Depuis le 31 mars 2012, la France autorise la prescription infirmière de dispositifs médicaux, de traitements nicotiniques ou de vaccins. Le texte en vigueur est fixé de façon limitative par l’arrêté du 20 mars 2012, publié au Journal officiel le 30 mars de la même année. Pourquoi ne pas permettre des prescriptions ciblées ? Le droit de prescrire dans un cadre bien défini permet de soigner sans délai, comme le rappellent justement de nombreux syndicats infirmiers. À l’heure où nous faisons face à une désertification médicale majeure, les prescriptions ciblées permettraient de désengorger les cabinets médicaux et d’éviter certaines hospitalisations.

Si certains se posent encore des questions sur cette proposition de loi, je tiens à les rassurer : non, ce texte ne remédie en aucun cas au manque de médecins ; cela va sans dire, mais cela va encore mieux en le disant… Son seul objectif est de renforcer le statut des infirmières, d’élargir leurs compétences et de leur donner la reconnaissance que mérite leur profession.

Je veux aborder, pour finir, le problème de l’accès direct aux infirmières, qui est très limité aujourd’hui. L’accès direct désigne la faculté pour les patients de consulter un professionnel de santé et d’obtenir un remboursement par l’assurance maladie sans qu’une prescription médicale soit nécessaire.

Dans les territoires en tension, l’accès direct aux soins infirmiers est souvent la seule porte d’entrée pour le patient. Cette proposition de loi doit reconnaître cette réalité, c’est une mesure de justice sociale autant que de santé publique.

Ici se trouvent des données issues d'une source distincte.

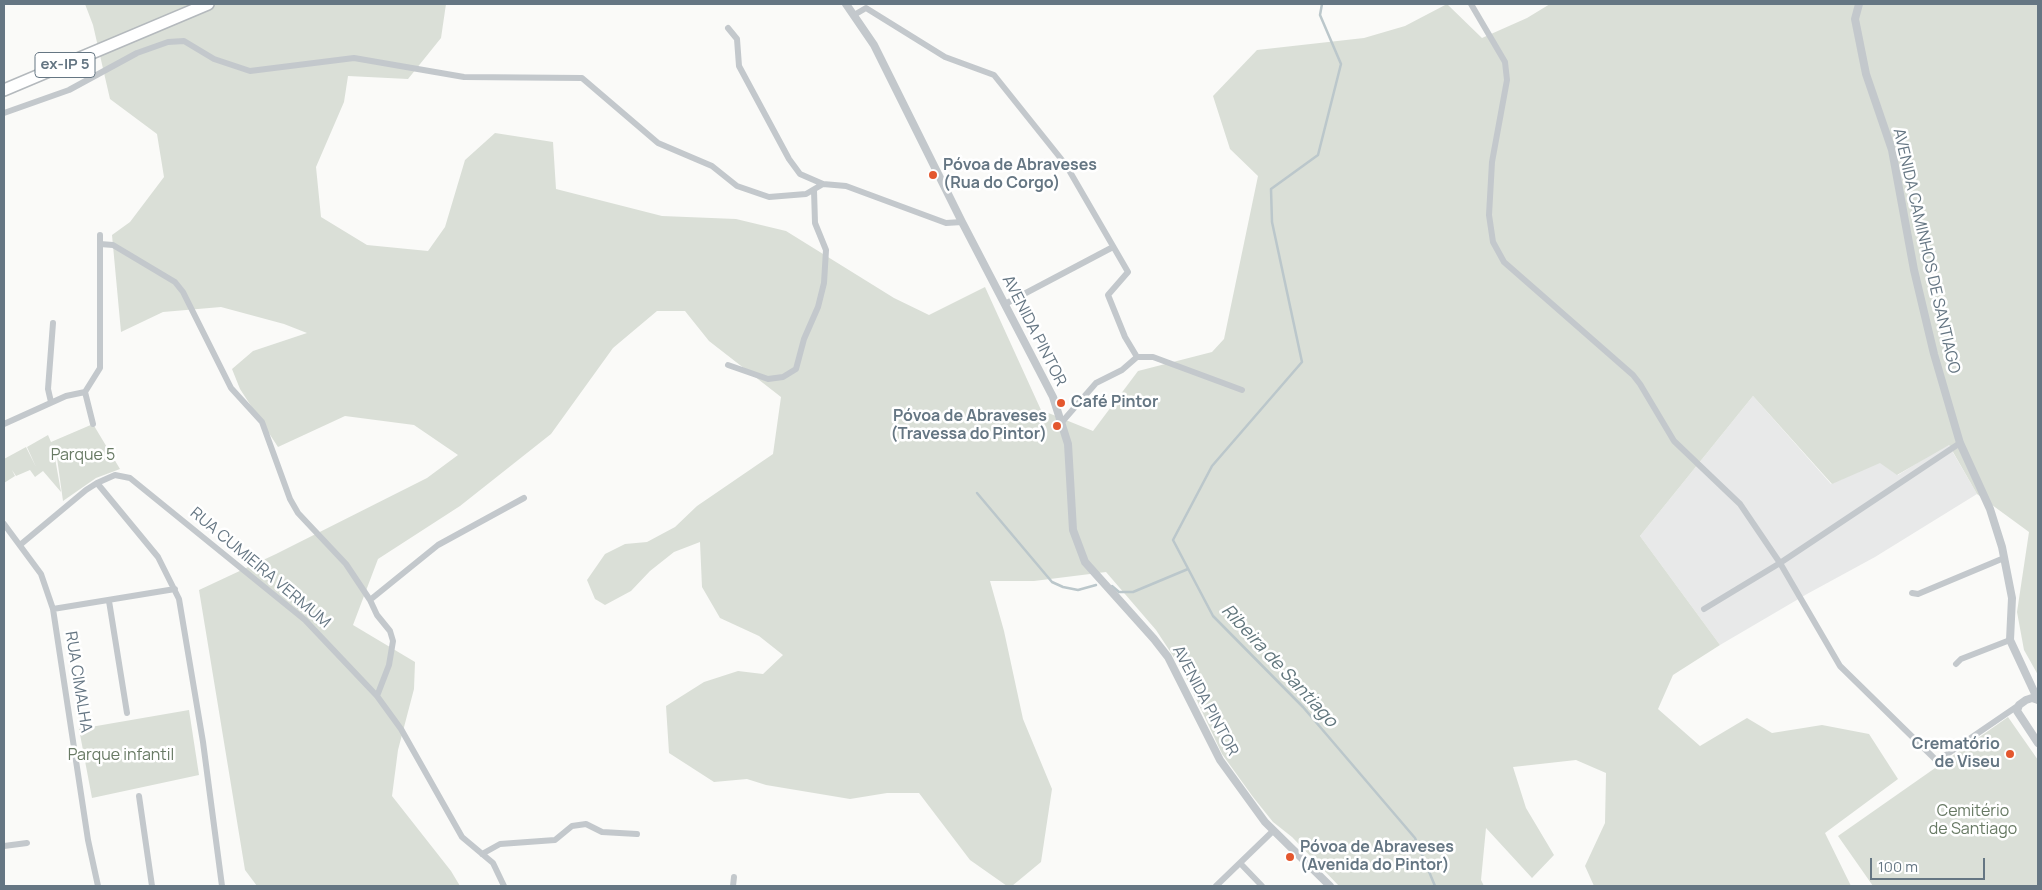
<!DOCTYPE html>
<meta charset="utf-8">
<style>
body{margin:0}
#map{position:relative;width:2042px;height:890px;overflow:hidden;background:#fafaf8;font-family:Manrope,sans-serif}
canvas{display:block}
.frame{position:absolute;inset:0;border:5px solid #657683;pointer-events:none}
.scale{position:absolute;left:1870px;top:858px;width:115px;height:22px;box-sizing:border-box;border:2px solid #657683;border-top:0;padding-left:6px;font-size:15px;line-height:18px;white-space:nowrap;color:#657683;-webkit-text-stroke:4px #fff;paint-order:stroke}
</style>
<div id="map">
<canvas width="2042" height="890"></canvas>
<div class="frame"></div>
<div class="scale">100 m</div>
</div>
<script>
const context = document.querySelector('canvas').getContext('2d');
context.lineJoin = 'round';
function fillPath(path, color) { context.fillStyle = color; context.fill(path, 'evenodd'); }
const poly = rows => new Path2D(rows.map(r => 'M' + r).join(''));
function stroke(path, color, width, dash) { context.strokeStyle = color; context.lineWidth = width; context.lineCap = dash ? 'butt' : 'round'; context.setLineDash(dash || []); context.stroke(path); }
function label(font, color, halo, rows, align = 'center') {
  context.font = font + ' Manrope,sans-serif'; context.lineWidth = 5; context.setLineDash([]); context.textBaseline = 'middle'; context.strokeStyle = halo; context.fillStyle = color; for (const [text, x, y, turn = 0] of rows) {
    context.save(); context.translate(x, y); context.rotate((+turn || 0) * Math.PI / 180); context.textAlign = isNaN(turn) ? turn : align; if (halo) context.strokeText(text, 0, 0); context.fillText(text, 0, 0); context.restore();
  }
}
fillPath(poly([
 [1753,396,1831,484,1880,462,1898,475,1948,444,1977,494,1875,557,1807,594,1720,645,1640,536]
]), '#e8e9e9');
fillPath(poly([
 [85,4,446,4,441,38,408,79,348,76,344,102,316,167,321,217,367,245,428,251,445,227,465,160,495,133,553,142,556,189,662,216,736,219,786,231,894,298,929,315,985,287,1041,410,1093,431,1138,371,1212,352,1224,339,1258,176,1230,149,1213,96,1257,50,1364,38,1405,26,1447,4,1482,38,1527,18,1550,4,2038,4,2038,675,2024,650,2017,612,2029,532,1977,494,1949,445,1897,475,1880,463,1832,484,1753,396,1640,536,1720,645,1673,675,1658,709,1700,746,1747,718,1772,733,1822,725,1869,734,1898,779,1825,833,1851,886,1594,886,1585,866,1605,823,1606,773,1576,760,1513,767,1526,808,1554,855,1532,878,1486,828,1481,880,1484,886,1339,886,1292,837,1273,822,1253,797,1222,754,1183,671,1156,630,1106,572,1034,581,990,581,1004,631,1023,719,1052,789,1041,862,1012,886,1007,886,970,860,919,793,887,793,850,799,766,785,747,779,714,782,669,753,666,706,704,682,738,671,763,674,783,655,759,636,720,618,702,587,700,542,674,552,650,571,631,591,605,605,595,599,587,580,605,554,625,544,647,542,675,527,697,506,773,454,781,397,709,341,685,311,657,311,613,348,551,434,460,506,378,559,353,625,415,662,414,689,398,750,392,796,451,871,460,886,257,886,245,870,199,590,276,554,427,478,458,455,414,425,345,416,278,447,240,389,232,369,253,351,307,333,284,324,221,307,163,312,121,332,112,235,130,222,164,177,157,134,110,99,93,25],
 [93,424,120,469,96,478,63,501,57,458,55,458,61,492,43,471,35,477,30,470,16,476,12,470,15,476,4,483,4,459,26,447,36,467,27,447,48,435,51,442],
 [189,710,199,775,92,798,79,729],
 [2008,717,2038,760,2038,886,1873,886,1838,836]
]), '#dadfd7');
stroke(poly([
 [1322,4,1320,15,1341,64,1318,155,1271,189,1272,222,1302,362,1212,466,1173,540,1213,616,1303,707,1415,838,1435,886],
 [977,493,1052,582,1063,587,1078,590,1096,585],
 [1112,586,1119,592,1133,592,1188,569]
]), '#bbc7cb', 2.5);
const trunk = poly([
 [4,90,208,4]
]);
stroke(trunk, '#b4b9bd', 14);
stroke(poly([
 [1471,4,1505,62,1507,80,1492,162,1489,215,1493,242,1504,262,1633,375,1640,384,1674,441,1740,504,1780,563,1840,666,1937,761,2019,705],
 [854,15,866,8,945,57,994,75,1066,165,1128,272,1108,295,1125,337,1137,357],
 [728,28,737,39,739,66,789,159,800,174,823,184],
 [4,113,69,90,137,53,168,42,184,41,214,59,250,71,354,58,464,77,582,78,658,143,712,166,737,186,769,197,806,194,823,184,846,186,946,223,962,222],
 [100,244,113,245,175,282,183,292,231,388,262,422,290,499,298,513,346,564,370,600,377,615,390,631,393,641,389,665,377,696],
 [1005,304,1113,247],
 [728,365,768,379,783,377,796,369,804,339,818,307,824,283,826,250,815,223,814,190],
 [85,392,100,368,100,235],
 [85,392,93,424],
 [51,402,48,389,53,323],
 [1062,422,1096,383,1122,370,1137,357,1153,357,1242,390],
 [4,424,66,396,85,392],
 [97,483,158,557,179,599,203,742,222,886],
 [4,524,41,574,53,609,88,840,98,886],
 [20,545,86,490,97,483,115,475,130,478,305,620,377,696,401,729,462,837,493,863,504,886],
 [1912,593,1918,594,2004,558],
 [370,600,438,545,524,498],
 [109,601,127,713],
 [53,609,175,589],
 [1704,609,1780,563,1960,443],
 [1956,664,1961,659,2010,640],
 [139,796,152,886],
 [4,846,27,843],
 [482,854,500,844,555,840,572,826,586,824,602,832,637,834],
 [1240,863,1262,886],
 [733,886,734,877],
 [1216,886,1273,831]
]), '#c3c8cc', 6);
stroke(poly([
 [846,4,874,45,962,222,1053,397,1068,444,1073,530,1085,562,1154,639,1168,657,1220,760,1265,822,1330,886],
 [1859,4,1855,19,1866,74,1892,150,1914,270,1934,354,1960,443,1990,509,2002,547,2012,598,2010,640,2038,700],
 [2038,700,2032,698,2026,700,2019,705,2017,711,2038,743]
]), '#c3c8cc', 8);
stroke(trunk, '#fff', 11);
for (const [x, y, r, color] of [
 [933,175,5,"#e4572e"],
 [1061,403,5,"#e4572e"],
 [1057,426,5,"#e4572e"],
 [2010,754,5,"#e4572e"],
 [1290,857,5,"#e4572e"]
]) { const dot = new Path2D(); dot.arc(x, y, r, 0, 2 * Math.PI); context.fillStyle = color; context.fill(dot); stroke(dot, '#fff', 2); }
for (const [x, y, w] of [
 [65,65,60]
]) { const box = new Path2D(); box.roundRect(x - w / 2, y - 12.5, w, 25, 4); context.fillStyle = '#fff'; context.fill(box); stroke(box, '#657683', 1); }
label('bold 15px', '#657683', null, [
 ["ex-IP 5",65,65]
]);
label('bold 16px', '#657683', '#fff', [
 ["Póvoa de Abraveses",943,166],
 ["(Rua do Corgo)",943,184],
 ["Café Pintor",1071,403],
 ["Póvoa de Abraveses",1047,417,"right"],
 ["(Travessa do Pintor)",1047,435,"right"],
 ["Crematório",2000,745,"right"],
 ["de Viseu",2000,763,"right"],
 ["Póvoa de Abraveses",1300,848],
 ["(Avenida do Pintor)",1300,866]
], 'left');
label('16px', '#657683', '#fff', [
 ["AVENIDA CAMINHOS DE SANTIAGO",1926,251,77],
 ["AVENIDA PINTOR",1034,331,63],
 ["RUA CUMIEIRA VERMUM",260,568,40],
 ["RUA CIMALHA",78,682,81],
 ["AVENIDA PINTOR",1205,701,62]
]);
label('16px', '#687a64', '#fff', [
 ["Parque 5",83,456],
 ["Parque infantil",121,756],
 ["Cemitério",1973,812],
 ["de Santiago",1973,830]
]);
label('italic 18px', '#60757c', '#fff', [
 ["Ribeira de Santiago",1279,666,47]
]);
</script>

Mes chers collègues, le cadre législatif de la profession d’infirmier est obsolète. Il faut le transformer en profondeur. Les infirmiers ne demandent pas plus de tâches ; ils demandent plus de sens dans leur métier. Ils veulent sortir de l’ombre juridique, ils veulent que l’on reconnaisse leurs compétences, ils veulent enfin que l’on sécurise leurs actes.

Toujours infirmière dans le cœur, je voterai pour cette proposition de loi, afin de redonner de l’éclat à cette noble profession. Monsieur le ministre, mesdames, messieurs les infirmiers présents en tribune, tous les anges n’ont pas d’ailes, mais beaucoup ont des blouses blanches… (Applaudissements sur les travées des groupes Les Républicains et UC. – M. Daniel Chasseing applaudit également.)

Mme la présidente. La parole est à M. Dominique Théophile.

M. Dominique Théophile. Madame la présidente, monsieur le ministre, mes chers collègues, la proposition de loi que nous examinons aujourd’hui représente un tournant historique pour la profession infirmière, celle-là même qui, quotidiennement, incarne la proximité, la compétence et l’humanité de notre système de santé.

Adopté à l’unanimité à l’Assemblée nationale, ce texte est attendu depuis près de deux ans par des professionnels confrontés à un mal-être profond et à une perte d’attractivité alarmante. Selon l’ordre national des infirmiers, près de 20 % des professionnels envisagent de quitter la profession dans les prochaines années, signe tangible d’un désenchantement qu’il nous appartient de combattre ici et maintenant.

Face au vieillissement de la population, à la flambée des maladies chroniques et à l’extension des déserts médicaux, notamment dans les zones rurales et dans nos territoires outre-mer, il devenait indispensable de redonner à nos infirmiers les moyens juridiques et professionnels d’agir à la hauteur de leurs compétences.

Les chiffres sont éloquents : à l’horizon de 2050, la France comptera près de 22 millions de personnes âgées de plus de 65 ans, soit près d’un tiers de sa population, ce qui rend l’action des professionnels infirmiers plus essentielle que jamais.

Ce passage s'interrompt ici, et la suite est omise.